Lee Rannals for redOrbit.com – Your Universe Online

A group of astronomers have determined through NASA Kepler mission data that less than one in a million stars in the Milky Way galaxy could have intelligent life.

The University of California, Berkeley team used the Green Bank Telescope in West Virginia to look for intelligent radio signals from planets around 86 of these stars. Although they didn’t receive any transmissions back, they did use their study as a statistical sample to conclude that finding ET is one shot in a million.

“We didn’t find ET, but we were able to use this statistical sample to, for the first time, put rather explicit limits on the presence of intelligent civilizations transmitting in the radio band where we searched,” said Andrew Siemion, who recently received his Ph.D. in astronomy from UC Berkeley.

NASA’s Kepler mission has found 2,740 planets orbiting stars, and with this information scientists have been able to calculate that there could be even more planets in our galaxy than what has been previously thought. According to UC Berkeley physicist Dan Werthimer, who heads the world’s longest running SETI project, there are a trillion planets in the Milky Way, meaning there are more planets than stars.
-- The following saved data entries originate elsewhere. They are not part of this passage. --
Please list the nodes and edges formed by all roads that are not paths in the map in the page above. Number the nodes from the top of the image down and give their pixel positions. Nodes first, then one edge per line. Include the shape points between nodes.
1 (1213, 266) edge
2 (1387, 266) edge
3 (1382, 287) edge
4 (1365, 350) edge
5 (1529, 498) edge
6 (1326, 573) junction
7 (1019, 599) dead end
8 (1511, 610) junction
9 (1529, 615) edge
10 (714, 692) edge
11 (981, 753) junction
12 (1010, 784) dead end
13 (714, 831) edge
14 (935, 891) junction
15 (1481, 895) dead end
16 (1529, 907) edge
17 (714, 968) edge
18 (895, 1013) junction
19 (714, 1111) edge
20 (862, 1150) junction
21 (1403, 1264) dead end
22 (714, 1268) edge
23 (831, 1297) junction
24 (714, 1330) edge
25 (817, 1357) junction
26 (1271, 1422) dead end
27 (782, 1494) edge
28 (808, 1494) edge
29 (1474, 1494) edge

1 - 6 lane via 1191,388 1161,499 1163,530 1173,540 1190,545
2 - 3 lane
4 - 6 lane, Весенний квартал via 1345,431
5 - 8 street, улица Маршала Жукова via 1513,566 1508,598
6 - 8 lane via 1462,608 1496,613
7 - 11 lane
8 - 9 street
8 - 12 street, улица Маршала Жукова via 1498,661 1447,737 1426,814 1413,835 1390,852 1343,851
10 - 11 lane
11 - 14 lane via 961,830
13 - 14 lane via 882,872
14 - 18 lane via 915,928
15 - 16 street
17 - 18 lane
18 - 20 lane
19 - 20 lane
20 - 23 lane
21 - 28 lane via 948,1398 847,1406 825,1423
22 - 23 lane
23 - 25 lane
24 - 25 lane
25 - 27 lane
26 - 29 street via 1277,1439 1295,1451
Writing in the Astrophysical Journal, researchers said they chose 86 stars last year, based on a list of 1,235 planet candidates known at this time. The team chose stars with five or six planet candidates in orbit, and those that hosted planets are thought to have Earth-like conditions, such as liquid water.
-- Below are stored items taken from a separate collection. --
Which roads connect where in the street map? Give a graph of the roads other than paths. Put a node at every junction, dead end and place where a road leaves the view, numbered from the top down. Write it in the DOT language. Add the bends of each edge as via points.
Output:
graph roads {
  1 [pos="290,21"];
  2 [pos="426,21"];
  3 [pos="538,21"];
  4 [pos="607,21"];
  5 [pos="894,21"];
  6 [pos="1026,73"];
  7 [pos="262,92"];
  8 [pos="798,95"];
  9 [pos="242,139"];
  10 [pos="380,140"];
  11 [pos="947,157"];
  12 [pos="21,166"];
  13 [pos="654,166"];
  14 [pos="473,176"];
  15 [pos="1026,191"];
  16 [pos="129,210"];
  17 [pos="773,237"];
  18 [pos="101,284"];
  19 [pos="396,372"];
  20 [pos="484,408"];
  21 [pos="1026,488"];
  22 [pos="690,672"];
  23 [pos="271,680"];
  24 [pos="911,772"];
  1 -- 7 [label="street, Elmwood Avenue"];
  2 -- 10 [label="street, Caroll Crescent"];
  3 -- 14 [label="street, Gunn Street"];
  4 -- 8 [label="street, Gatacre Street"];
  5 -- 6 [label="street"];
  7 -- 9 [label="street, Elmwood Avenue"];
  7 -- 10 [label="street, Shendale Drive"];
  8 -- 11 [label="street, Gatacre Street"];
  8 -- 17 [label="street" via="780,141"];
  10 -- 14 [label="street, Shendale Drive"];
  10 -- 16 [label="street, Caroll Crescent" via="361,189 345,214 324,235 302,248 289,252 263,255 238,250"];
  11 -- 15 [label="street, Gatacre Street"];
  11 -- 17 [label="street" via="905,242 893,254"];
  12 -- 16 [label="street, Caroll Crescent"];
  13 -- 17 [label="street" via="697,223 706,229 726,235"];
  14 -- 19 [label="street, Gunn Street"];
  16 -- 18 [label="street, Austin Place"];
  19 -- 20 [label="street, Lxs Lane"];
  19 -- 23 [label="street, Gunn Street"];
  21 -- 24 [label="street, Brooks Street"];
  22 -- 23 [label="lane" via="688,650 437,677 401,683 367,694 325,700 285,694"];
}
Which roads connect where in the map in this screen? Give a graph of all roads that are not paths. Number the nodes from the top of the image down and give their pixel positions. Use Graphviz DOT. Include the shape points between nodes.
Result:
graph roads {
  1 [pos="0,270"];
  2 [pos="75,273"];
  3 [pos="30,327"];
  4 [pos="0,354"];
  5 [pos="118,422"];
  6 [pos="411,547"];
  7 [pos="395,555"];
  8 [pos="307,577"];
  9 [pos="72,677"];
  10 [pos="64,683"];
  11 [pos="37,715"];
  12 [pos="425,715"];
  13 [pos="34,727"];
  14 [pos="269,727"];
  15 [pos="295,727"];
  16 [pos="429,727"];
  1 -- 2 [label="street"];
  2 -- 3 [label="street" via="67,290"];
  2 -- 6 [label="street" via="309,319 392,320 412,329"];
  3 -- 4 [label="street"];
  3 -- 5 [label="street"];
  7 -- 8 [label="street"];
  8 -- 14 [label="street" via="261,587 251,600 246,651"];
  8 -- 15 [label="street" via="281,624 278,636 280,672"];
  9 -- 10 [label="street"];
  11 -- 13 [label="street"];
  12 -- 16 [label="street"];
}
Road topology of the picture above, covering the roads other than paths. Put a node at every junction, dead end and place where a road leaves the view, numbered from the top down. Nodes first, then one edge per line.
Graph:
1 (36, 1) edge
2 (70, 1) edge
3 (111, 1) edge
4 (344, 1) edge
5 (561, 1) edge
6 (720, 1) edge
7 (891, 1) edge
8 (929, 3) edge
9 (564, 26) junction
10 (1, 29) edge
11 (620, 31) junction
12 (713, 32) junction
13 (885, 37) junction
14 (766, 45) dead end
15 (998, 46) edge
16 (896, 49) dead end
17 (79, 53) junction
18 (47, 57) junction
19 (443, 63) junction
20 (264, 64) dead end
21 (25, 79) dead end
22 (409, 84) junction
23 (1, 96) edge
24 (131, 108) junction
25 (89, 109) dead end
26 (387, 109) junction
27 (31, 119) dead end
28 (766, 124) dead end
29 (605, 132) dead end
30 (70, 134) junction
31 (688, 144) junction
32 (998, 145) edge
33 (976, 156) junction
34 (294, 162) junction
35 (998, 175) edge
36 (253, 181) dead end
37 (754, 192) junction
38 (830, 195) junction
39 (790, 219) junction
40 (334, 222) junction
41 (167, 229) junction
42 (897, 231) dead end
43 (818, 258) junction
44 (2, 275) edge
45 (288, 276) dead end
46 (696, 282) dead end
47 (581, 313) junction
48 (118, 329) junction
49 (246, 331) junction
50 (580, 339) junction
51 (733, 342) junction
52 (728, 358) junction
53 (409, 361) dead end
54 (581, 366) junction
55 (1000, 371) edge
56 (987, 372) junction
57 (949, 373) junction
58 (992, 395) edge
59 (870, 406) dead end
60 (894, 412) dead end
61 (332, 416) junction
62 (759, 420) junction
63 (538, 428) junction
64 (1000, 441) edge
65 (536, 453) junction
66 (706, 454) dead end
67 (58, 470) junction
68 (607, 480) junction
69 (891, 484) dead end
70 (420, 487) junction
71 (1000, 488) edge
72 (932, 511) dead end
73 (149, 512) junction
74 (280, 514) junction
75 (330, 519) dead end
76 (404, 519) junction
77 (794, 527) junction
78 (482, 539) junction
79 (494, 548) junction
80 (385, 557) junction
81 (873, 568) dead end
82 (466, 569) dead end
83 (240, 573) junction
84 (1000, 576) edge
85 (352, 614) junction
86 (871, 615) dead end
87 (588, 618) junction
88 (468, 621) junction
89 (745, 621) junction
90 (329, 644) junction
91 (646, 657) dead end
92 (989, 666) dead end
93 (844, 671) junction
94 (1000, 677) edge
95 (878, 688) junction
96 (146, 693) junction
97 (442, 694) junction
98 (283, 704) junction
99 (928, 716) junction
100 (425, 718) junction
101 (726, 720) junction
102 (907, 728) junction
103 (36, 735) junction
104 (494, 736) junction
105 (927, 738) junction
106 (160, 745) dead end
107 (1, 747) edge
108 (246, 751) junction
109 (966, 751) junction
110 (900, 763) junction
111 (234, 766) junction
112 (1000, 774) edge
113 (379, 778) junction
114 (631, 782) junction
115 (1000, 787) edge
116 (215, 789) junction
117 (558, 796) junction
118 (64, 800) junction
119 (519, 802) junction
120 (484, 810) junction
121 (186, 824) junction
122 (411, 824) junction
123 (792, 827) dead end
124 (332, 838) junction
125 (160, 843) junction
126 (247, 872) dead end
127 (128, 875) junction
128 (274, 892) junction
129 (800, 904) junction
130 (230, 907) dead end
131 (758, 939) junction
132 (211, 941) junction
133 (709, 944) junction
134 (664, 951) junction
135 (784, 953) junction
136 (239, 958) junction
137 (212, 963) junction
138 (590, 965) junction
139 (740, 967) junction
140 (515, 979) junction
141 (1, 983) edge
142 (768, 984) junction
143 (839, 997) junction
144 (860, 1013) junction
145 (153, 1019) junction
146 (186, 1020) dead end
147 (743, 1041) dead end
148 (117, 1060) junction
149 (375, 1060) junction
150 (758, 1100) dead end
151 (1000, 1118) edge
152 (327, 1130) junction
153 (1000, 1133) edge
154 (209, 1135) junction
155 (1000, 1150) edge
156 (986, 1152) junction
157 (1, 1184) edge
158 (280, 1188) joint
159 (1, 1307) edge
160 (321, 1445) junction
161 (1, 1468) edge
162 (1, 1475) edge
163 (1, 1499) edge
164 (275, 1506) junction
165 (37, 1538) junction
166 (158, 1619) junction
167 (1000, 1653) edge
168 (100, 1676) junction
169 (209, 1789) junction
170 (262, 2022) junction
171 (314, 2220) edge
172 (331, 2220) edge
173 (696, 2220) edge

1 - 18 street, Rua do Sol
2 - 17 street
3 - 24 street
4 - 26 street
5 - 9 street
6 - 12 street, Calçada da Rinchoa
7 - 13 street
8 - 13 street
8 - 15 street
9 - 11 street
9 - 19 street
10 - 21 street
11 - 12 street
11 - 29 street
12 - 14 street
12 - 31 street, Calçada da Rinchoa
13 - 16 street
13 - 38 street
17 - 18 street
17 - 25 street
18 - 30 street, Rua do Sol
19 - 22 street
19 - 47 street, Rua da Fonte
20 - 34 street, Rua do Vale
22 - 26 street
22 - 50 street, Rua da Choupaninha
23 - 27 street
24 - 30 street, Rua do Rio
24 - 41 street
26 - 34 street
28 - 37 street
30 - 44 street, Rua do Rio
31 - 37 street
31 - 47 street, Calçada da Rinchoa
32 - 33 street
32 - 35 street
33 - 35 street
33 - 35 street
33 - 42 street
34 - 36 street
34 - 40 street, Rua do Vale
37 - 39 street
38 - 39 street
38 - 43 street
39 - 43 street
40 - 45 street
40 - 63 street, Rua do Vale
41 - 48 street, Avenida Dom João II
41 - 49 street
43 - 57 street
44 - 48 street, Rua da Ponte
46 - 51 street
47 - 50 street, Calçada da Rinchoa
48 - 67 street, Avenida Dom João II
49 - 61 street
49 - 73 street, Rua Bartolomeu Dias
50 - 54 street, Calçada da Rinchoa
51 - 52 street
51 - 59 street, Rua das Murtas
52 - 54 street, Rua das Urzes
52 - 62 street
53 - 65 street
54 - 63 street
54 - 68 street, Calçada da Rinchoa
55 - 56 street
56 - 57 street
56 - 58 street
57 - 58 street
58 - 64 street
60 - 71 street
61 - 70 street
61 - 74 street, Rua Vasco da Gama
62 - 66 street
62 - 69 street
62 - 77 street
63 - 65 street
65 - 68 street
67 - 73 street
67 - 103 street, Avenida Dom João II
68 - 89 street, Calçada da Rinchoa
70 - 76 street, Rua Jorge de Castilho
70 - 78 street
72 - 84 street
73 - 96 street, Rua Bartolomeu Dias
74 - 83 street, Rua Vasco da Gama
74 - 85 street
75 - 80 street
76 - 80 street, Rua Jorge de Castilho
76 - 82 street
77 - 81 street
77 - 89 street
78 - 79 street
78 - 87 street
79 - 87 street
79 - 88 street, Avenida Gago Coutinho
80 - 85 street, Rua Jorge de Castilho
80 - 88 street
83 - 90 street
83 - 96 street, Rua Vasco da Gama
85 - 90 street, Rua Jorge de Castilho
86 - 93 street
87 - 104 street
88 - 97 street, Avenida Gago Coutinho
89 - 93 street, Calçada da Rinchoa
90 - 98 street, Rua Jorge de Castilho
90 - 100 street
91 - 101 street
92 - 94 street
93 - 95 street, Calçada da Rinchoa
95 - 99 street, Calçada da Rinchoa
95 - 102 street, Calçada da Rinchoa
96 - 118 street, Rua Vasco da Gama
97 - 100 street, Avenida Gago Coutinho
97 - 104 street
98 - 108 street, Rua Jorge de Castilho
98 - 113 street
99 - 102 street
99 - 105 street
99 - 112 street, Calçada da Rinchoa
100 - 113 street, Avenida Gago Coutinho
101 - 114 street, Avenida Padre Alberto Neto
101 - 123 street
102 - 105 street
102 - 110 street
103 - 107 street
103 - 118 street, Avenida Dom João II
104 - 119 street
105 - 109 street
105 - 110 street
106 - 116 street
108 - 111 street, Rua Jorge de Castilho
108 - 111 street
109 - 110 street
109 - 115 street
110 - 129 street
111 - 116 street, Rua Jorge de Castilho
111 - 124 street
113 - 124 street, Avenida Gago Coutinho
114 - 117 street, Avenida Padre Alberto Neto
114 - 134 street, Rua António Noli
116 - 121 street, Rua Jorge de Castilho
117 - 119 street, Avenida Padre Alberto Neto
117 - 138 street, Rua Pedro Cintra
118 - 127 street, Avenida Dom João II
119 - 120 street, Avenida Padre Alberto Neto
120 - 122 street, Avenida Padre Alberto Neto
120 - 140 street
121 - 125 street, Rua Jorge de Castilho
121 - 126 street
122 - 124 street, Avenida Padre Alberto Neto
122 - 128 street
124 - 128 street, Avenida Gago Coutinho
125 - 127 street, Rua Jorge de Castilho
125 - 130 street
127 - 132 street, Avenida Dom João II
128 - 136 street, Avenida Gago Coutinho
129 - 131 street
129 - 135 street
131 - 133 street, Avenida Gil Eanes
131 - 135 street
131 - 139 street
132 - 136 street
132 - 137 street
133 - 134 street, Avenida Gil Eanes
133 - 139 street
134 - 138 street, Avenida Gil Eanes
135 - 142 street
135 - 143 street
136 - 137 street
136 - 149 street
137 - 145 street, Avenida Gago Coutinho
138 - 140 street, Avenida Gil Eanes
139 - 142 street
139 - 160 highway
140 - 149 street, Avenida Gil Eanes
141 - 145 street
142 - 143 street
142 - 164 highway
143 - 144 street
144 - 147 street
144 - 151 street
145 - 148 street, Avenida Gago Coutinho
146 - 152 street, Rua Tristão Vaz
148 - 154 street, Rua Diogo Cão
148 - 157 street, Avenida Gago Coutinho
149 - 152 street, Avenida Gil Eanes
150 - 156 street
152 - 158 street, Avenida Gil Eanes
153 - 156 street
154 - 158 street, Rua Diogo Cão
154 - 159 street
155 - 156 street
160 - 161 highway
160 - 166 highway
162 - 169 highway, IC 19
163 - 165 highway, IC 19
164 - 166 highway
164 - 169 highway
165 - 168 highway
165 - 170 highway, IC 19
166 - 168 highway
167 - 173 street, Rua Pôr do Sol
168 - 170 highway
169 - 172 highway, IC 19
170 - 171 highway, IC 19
After spending 12 hours collecting five minutes of radio emissions from each star, the team combed through the data looking for high-intensity signals with a narrow bandwidth that are only able to be produced artificially. Most of the stars observed were over 1,000 light years away, so only signals that were intentionally aimed at Earth would have been detected.

Next, the scientists hope to use the Green Bank Telescope, and focus it in on multi-planetary systems to spy on whether these planets are communicating with each other.

“This work illustrates the power of leveraging our latest understanding of exoplanets in SETI searches,” Werthimer said in a recent statement. “We no longer have to guess about whether we are targeting Earth-like environments, we know it with certainty.”

RedOrbit reported in November that SETI received a big donation of $3.5 million from Qualcomm chief scientist and co-founder Franklin Antonio. This big chunk of cash will be used to double the sensitivity of the Alien Telescope Array by replacing a portion of the antenna feed. As technology like this continues to emerge, eventually scientists might be able to use it to focus in on signals being broadcasted by that one in a million civilization.